Construction loan delinquencies at U.S. banks rose in the first quarter in both absolute and relative terms while banks' outstanding construction loans as a share of total loans fell for the fourth straight quarter.
The COVID-19 pandemic, which struck much of the U.S. near the end of the quarter, forced many developers to shut down or delay their projects, in some cases amid government-mandated work stoppages. While the months in which the virus' impact was most severe are not included in the data, many individual lenders said in earnings calls that their construction books were well-structured to withstand a downturn.
The total volume of delinquent construction loans on bank balance sheets climbed to $3.67 billion in the quarter, up 23.8% from the fourth quarter of 2019 and 24.6% higher on a year-over-year basis, according to S&P Global Market Intelligence data.
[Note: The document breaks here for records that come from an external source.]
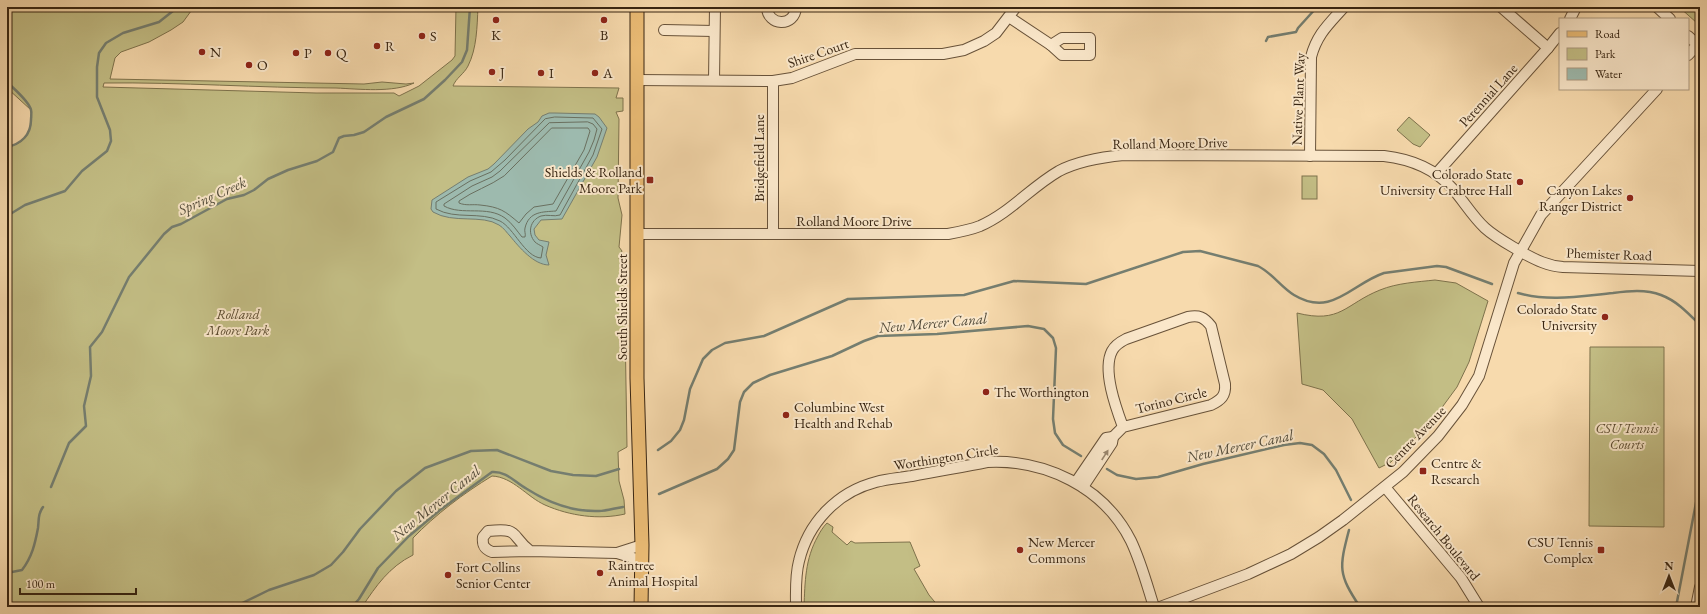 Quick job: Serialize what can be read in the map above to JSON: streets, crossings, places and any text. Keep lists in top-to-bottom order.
{
  "streets": {
    "main road": ["South Shields Street"],
    "street": [
      "Shire Court",
      "Perennial Lane",
      "Native Plant Way",
      "Rolland Moore Drive",
      "Bridgefield Lane",
      "Phemister Road",
      "Torino Circle",
      "Centre Avenue",
      "Worthington Circle",
      "Research Boulevard"
    ]
  },
  "crossings": [
    ["Shire Court", "Bridgefield Lane"],
    ["Shire Court", "South Shields Street"],
    ["Perennial Lane", "Rolland Moore Drive"],
    ["Native Plant Way", "Rolland Moore Drive"],
    ["Rolland Moore Drive", "Bridgefield Lane"],
    ["Rolland Moore Drive", "Phemister Road"],
    ["Rolland Moore Drive", "South Shields Street"],
    ["Rolland Moore Drive", "Centre Avenue"],
    ["Phemister Road", "Centre Avenue"],
    ["Torino Circle", "Worthington Circle"],
    ["Centre Avenue", "Research Boulevard"]
  ],
  "water": ["Spring Creek", "New Mercer Canal"],
  "parks": ["Rolland Moore Park", "CSU Tennis Courts"],
  "places": {
    "other": [
      "K",
      "B",
      "S",
      "R",
      "N",
      "P",
      "Q",
      "O",
      "J",
      "I",
      "A",
      "Colorado State University Crabtree Hall",
      "Canyon Lakes Ranger District",
      "Colorado State University",
      "The Worthington",
      "Columbine West Health and Rehab",
      "New Mercer Commons",
      "Raintree Animal Hospital",
      "Fort Collins Senior Center"
    ],
    "transit": ["Shields & Rolland Moore Park", "Centre & Research", "CSU Tennis Complex"]
  },
  "legend": ["Road", "Park", "Water"],
  "scale_bar": "100 m",
  "north": "top"
}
Delinquent loans represented 0.97% of total nonresidential construction loans, compared to 0.78% a quarter earlier, while the percentage of residential construction loans that were delinquent grew to 1.07% from 0.97% in the prior quarter.
Banks continued to gradually back away from real estate construction lending, meanwhile, with construction loans representing 3.37% of total loans and leases, down from 3.44% in the previous quarter and 3.49% a year earlier.
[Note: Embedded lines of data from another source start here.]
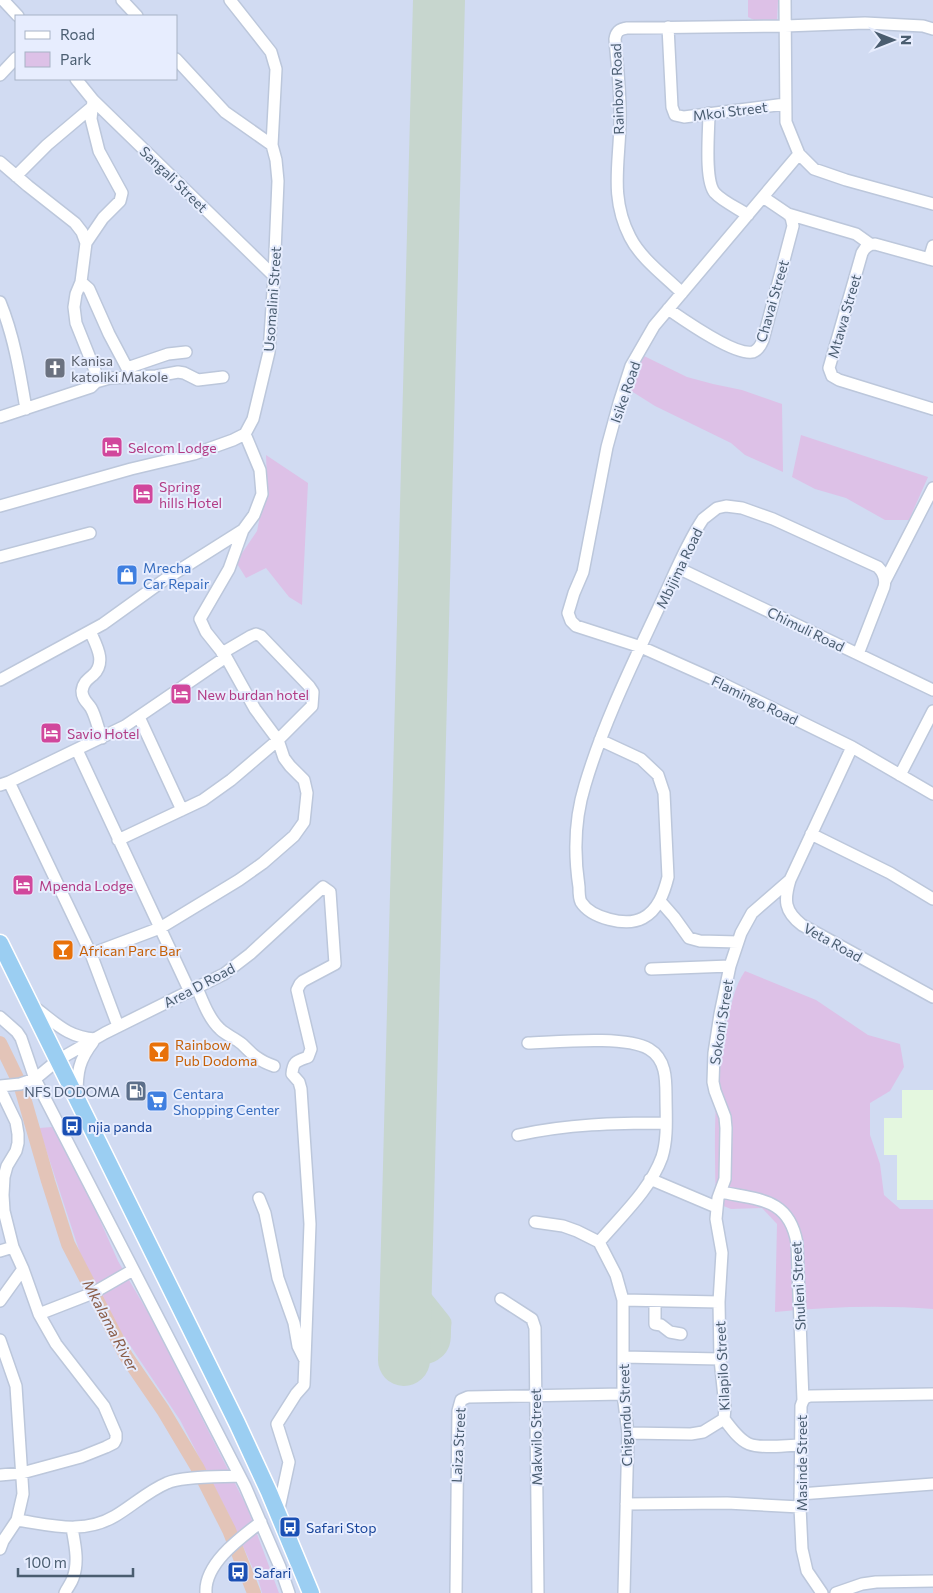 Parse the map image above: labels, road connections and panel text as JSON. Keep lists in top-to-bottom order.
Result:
{
  "streets": {
    "street": [
      "Rainbow Road",
      "Mkoi Street",
      "Sangali Street",
      "Usomalini Street",
      "Chavai Street",
      "Mtawa Street",
      "Isike Road",
      "Mbijima Road",
      "Chimuli Road",
      "Flamingo Road",
      "Veta Road",
      "Area D Road",
      "Sokoni Street",
      "Shuleni Street",
      "Kilapilo Street",
      "Chigundu Street",
      "Makwilo Street",
      "Laiza Street",
      "Masinde Street"
    ]
  },
  "crossings": [
    ["Rainbow Road", "Mkoi Street"],
    ["Rainbow Road", "Isike Road"],
    ["Sangali Street", "Usomalini Street"],
    ["Chavai Street", "Isike Road"],
    ["Isike Road", "Flamingo Road"],
    ["Mbijima Road", "Chimuli Road"],
    ["Mbijima Road", "Flamingo Road"],
    ["Flamingo Road", "Veta Road"],
    ["Veta Road", "Sokoni Street"],
    ["Sokoni Street", "Shuleni Street"],
    ["Sokoni Street", "Kilapilo Street"],
    ["Shuleni Street", "Masinde Street"],
    ["Kilapilo Street", "Chigundu Street"],
    ["Chigundu Street", "Laiza Street"],
    ["Makwilo Street", "Laiza Street"]
  ],
  "water": ["Mkalama River"],
  "places": {
    "church": ["Kanisa katoliki Makole"],
    "hotel": [
      "Selcom Lodge",
      "Spring hills Hotel",
      "New burdan hotel",
      "Savio Hotel",
      "Mpenda Lodge"
    ],
    "shop": ["Mrecha Car Repair"],
    "bar": ["African Parc Bar", "Rainbow Pub Dodoma"],
    "fuel station": ["NFS DODOMA"],
    "supermarket": ["Centara Shopping Center"],
    "bus stop": ["njia panda", "Safari Stop", "Safari"]
  },
  "legend": ["Road", "Park"],
  "scale_bar": "100 m",
  "north": "right"
}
Wells Fargo & Co. had the greatest nominal exposure to construction among U.S. banks in the first quarter, with $19.42 billion in loans, mostly in commercial real estate. Construction loans represented a relatively slim 1.89% of the bank's total loans and leases, however. The banks with the largest share of construction loans, among top 20 lenders, were Bank OZK, where construction made up 35.00% of total loans and leases, and PacWest Bancorp, where it accounted for 15.53%.
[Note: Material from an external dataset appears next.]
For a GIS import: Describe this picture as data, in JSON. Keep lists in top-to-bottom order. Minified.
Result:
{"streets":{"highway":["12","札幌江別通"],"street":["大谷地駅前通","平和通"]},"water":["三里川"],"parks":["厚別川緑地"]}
In a June 10 conference appearance, Wells Fargo CFO John Shrewsberry said that more than 90% of the loans in its roughly $150 billion commercial real estate book, which includes construction, have loan-to-value ratios below 70%.
"We'll have losses," he said. "We'll have people who just can't make it. But the way we underwrite it, the way we service it, the customers we select, in general, for our commercial real estate business, we expect to perform well through the cycle."
U.S. Bancorp, the second-largest construction lender for the quarter, with $10.60 billion, has "really gone upmarket and focused on stronger sponsors" in its commercial real estate business since the last downturn, Chief Credit Officer Mark Runkel said in an April 15 earnings call.
CFO Terrance Dolan added that the bank has been tightening its construction lending underwriting and reducing its exposure to the segment for the last two years, in anticipation of another downturn.
Bank OZK executives also said, in March, that the bank's concentrations in commercial real estate and construction were trending downward over time as a result of growth in its indirect lending and community banking businesses. Later, in an April 24 earnings conference call, Chairman and CEO George Gleason said the bank's construction loans typically have provisions in which borrowers guarantee they will complete their projects on time and on budget, and added that Bank OZK will modify loans in a "very judicious manner."
Still, he acknowledged that some property sectors, like travel and leisure, have suffered especially severe damage from the coronavirus.
"Most of these properties, if you're completing a property today, you're probably not starting operations," he said. "You're probably just mothballing that project for a month or two or three, until economic conditions become better to restart it."